> **About this task**:
Copy the data below exactly, but not the pictures it contains.

Data for analysis START

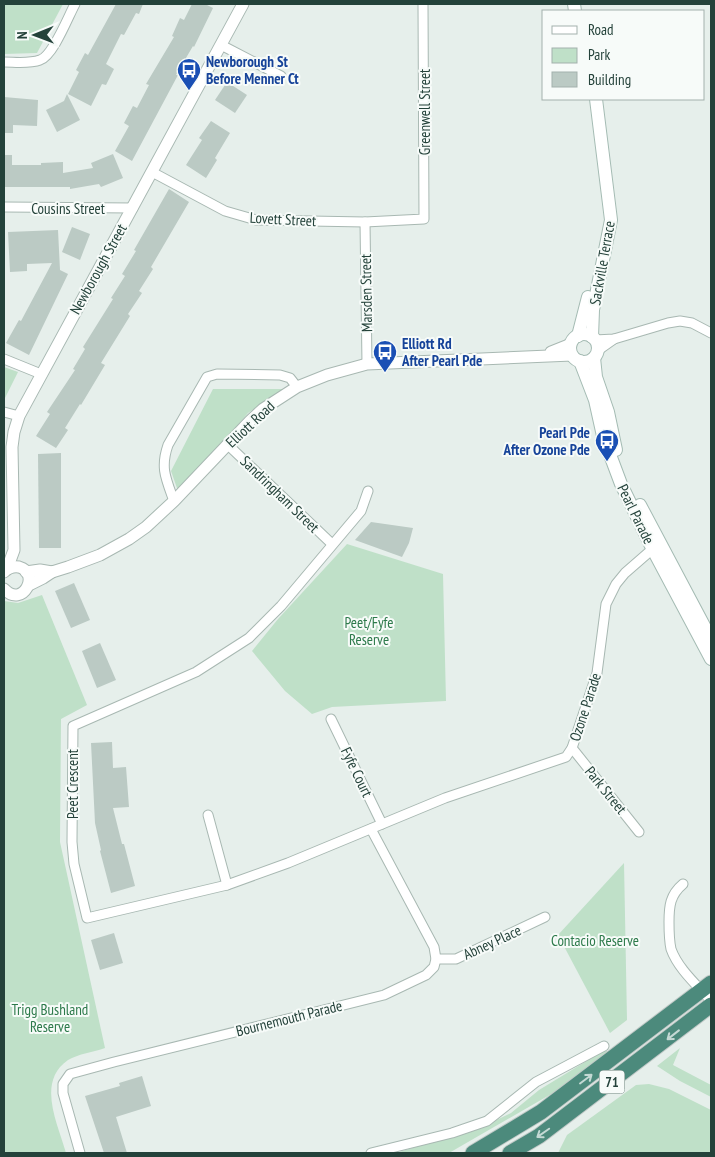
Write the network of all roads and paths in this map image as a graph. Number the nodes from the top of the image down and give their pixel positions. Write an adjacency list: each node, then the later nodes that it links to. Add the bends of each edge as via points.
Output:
1 (75, 4): 5 (street, via 51,50 42,60)
2 (243, 4): 4 (street, Newborough Street)
3 (423, 4): 12 (street, Greenwell Street)
4 (221, 45): 6 (street); 9 (street, Newborough Street)
5 (4, 62)
6 (281, 76)
7 (587, 100): 16 (main road, via 603,222)
8 (596, 100): 15 (main road, Sackville Terrace, via 611,220 593,310)
9 (152, 172): 11 (street, Newborough Street); 13 (street, Lovett Street, via 225,211 256,220)
10 (4, 208): 11 (street, Cousins Street)
11 (133, 208): 19 (street, Newborough Street)
12 (424, 219): 13 (street, Lovett Street)
13 (365, 222): 18 (street, Marsden Street)
14 (711, 333): 15 (street, via 680,321)
15 (594, 347): 16 (main road, via 586,335); 16 (main road, via 587,362); 27 (main road, Pearl Parade, via 596,377 618,456)
16 (575, 349): 18 (street, Elliott Road, via 545,355); 27 (main road, Pearl Parade, via 596,400 612,462)
17 (4, 359): 19 (street)
18 (366, 364): 20 (street, Elliott Road)
19 (41, 374): 22 (street, Newborough Street)
20 (297, 386): 23 (street, Elliott Road, via 263,409); 25 (street, via 290,378 280,375 217,374 207,377 164,457 163,467)
21 (4, 412): 22 (street)
22 (19, 416): 28 (street, Newborough Street, via 12,447)
23 (228, 444): 25 (street, Elliott Road); 26 (street, Sandringham Street)
24 (368, 491): 26 (street, Peet Crescent, via 362,511)
25 (174, 501): 31 (street, Elliott Road, via 129,539 100,555)
26 (332, 544): 43 (street, Peet Crescent, via 281,606 249,638 196,672 73,726 72,842 87,918)
27 (656, 545): 34 (main road, Pearl Parade); 35 (main road, Pearl Parade); 37 (street, Ozone Parade, via 625,572 606,604 597,673)
28 (14, 550): 29 (street, Newborough Street); 30 (street, Newborough Street)
29 (24, 570): 30 (street, Elliott Road, via 13,566); 31 (street, Elliott Road); 32 (street, via 29,576)
30 (5, 571)
31 (52, 572): 32 (street, Elliott Road)
32 (29, 585): 33 (street, Elliott Road, via 18,595)
33 (4, 589)
34 (711, 639)
35 (711, 659)
36 (332, 719): 39 (street, Fyfe Court)
37 (572, 748): 39 (street, Ozone Parade, via 566,757 445,798); 41 (street, Park Street)
38 (208, 815): 43 (street)
39 (382, 824): 40 (street, Peet Crescent)
40 (371, 829): 43 (street, Peet Crescent); 45 (street, via 434,947)
41 (639, 832)
42 (683, 884): 46 (street, via 670,901 669,941 677,961)
43 (227, 885)
44 (546, 917): 45 (street, Abney Place, via 456,959)
45 (436, 959): 49 (street, Bournemouth Parade, via 434,967 426,974 384,995 70,1074 63,1093)
46 (708, 992): 51 (highway, 71, one-way to 46, via 541,1112)
47 (711, 1006): 52 (highway, 71, one-way to 52, via 540,1136)
48 (604, 1046): 50 (street, via 536,1082 487,1120 452,1133)
49 (80, 1153)
50 (371, 1153)
51 (472, 1153)
52 (510, 1153)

Data for analysis END

> **Your response**:
Write the network of all roads and paths in this map image as a graph. Number the nodes from the top of the image down and give their pixel positions. Write an adjacency list: each node, then the later nodes that it links to. Add the bends of each edge as via points.
Output:
1 (75, 4): 5 (street, via 51,50 42,60)
2 (243, 4): 4 (street, Newborough Street)
3 (423, 4): 12 (street, Greenwell Street)
4 (221, 45): 6 (street); 9 (street, Newborough Street)
5 (4, 62)
6 (281, 76)
7 (587, 100): 16 (main road, via 603,222)
8 (596, 100): 15 (main road, Sackville Terrace, via 611,220 593,310)
9 (152, 172): 11 (street, Newborough Street); 13 (street, Lovett Street, via 225,211 256,220)
10 (4, 208): 11 (street, Cousins Street)
11 (133, 208): 19 (street, Newborough Street)
12 (424, 219): 13 (street, Lovett Street)
13 (365, 222): 18 (street, Marsden Street)
14 (711, 333): 15 (street, via 680,321)
15 (594, 347): 16 (main road, via 586,335); 16 (main road, via 587,362); 27 (main road, Pearl Parade, via 596,377 618,456)
16 (575, 349): 18 (street, Elliott Road, via 545,355); 27 (main road, Pearl Parade, via 596,400 612,462)
17 (4, 359): 19 (street)
18 (366, 364): 20 (street, Elliott Road)
19 (41, 374): 22 (street, Newborough Street)
20 (297, 386): 23 (street, Elliott Road, via 263,409); 25 (street, via 290,378 280,375 217,374 207,377 164,457 163,467)
21 (4, 412): 22 (street)
22 (19, 416): 28 (street, Newborough Street, via 12,447)
23 (228, 444): 25 (street, Elliott Road); 26 (street, Sandringham Street)
24 (368, 491): 26 (street, Peet Crescent, via 362,511)
25 (174, 501): 31 (street, Elliott Road, via 129,539 100,555)
26 (332, 544): 43 (street, Peet Crescent, via 281,606 249,638 196,672 73,726 72,842 87,918)
27 (656, 545): 34 (main road, Pearl Parade); 35 (main road, Pearl Parade); 37 (street, Ozone Parade, via 625,572 606,604 597,673)
28 (14, 550): 29 (street, Newborough Street); 30 (street, Newborough Street)
29 (24, 570): 30 (street, Elliott Road, via 13,566); 31 (street, Elliott Road); 32 (street, via 29,576)
30 (5, 571)
31 (52, 572): 32 (street, Elliott Road)
32 (29, 585): 33 (street, Elliott Road, via 18,595)
33 (4, 589)
34 (711, 639)
35 (711, 659)
36 (332, 719): 39 (street, Fyfe Court)
37 (572, 748): 39 (street, Ozone Parade, via 566,757 445,798); 41 (street, Park Street)
38 (208, 815): 43 (street)
39 (382, 824): 40 (street, Peet Crescent)
40 (371, 829): 43 (street, Peet Crescent); 45 (street, via 434,947)
41 (639, 832)
42 (683, 884): 46 (street, via 670,901 669,941 677,961)
43 (227, 885)
44 (546, 917): 45 (street, Abney Place, via 456,959)
45 (436, 959): 49 (street, Bournemouth Parade, via 434,967 426,974 384,995 70,1074 63,1093)
46 (708, 992): 51 (highway, 71, one-way to 46, via 541,1112)
47 (711, 1006): 52 (highway, 71, one-way to 52, via 540,1136)
48 (604, 1046): 50 (street, via 536,1082 487,1120 452,1133)
49 (80, 1153)
50 (371, 1153)
51 (472, 1153)
52 (510, 1153)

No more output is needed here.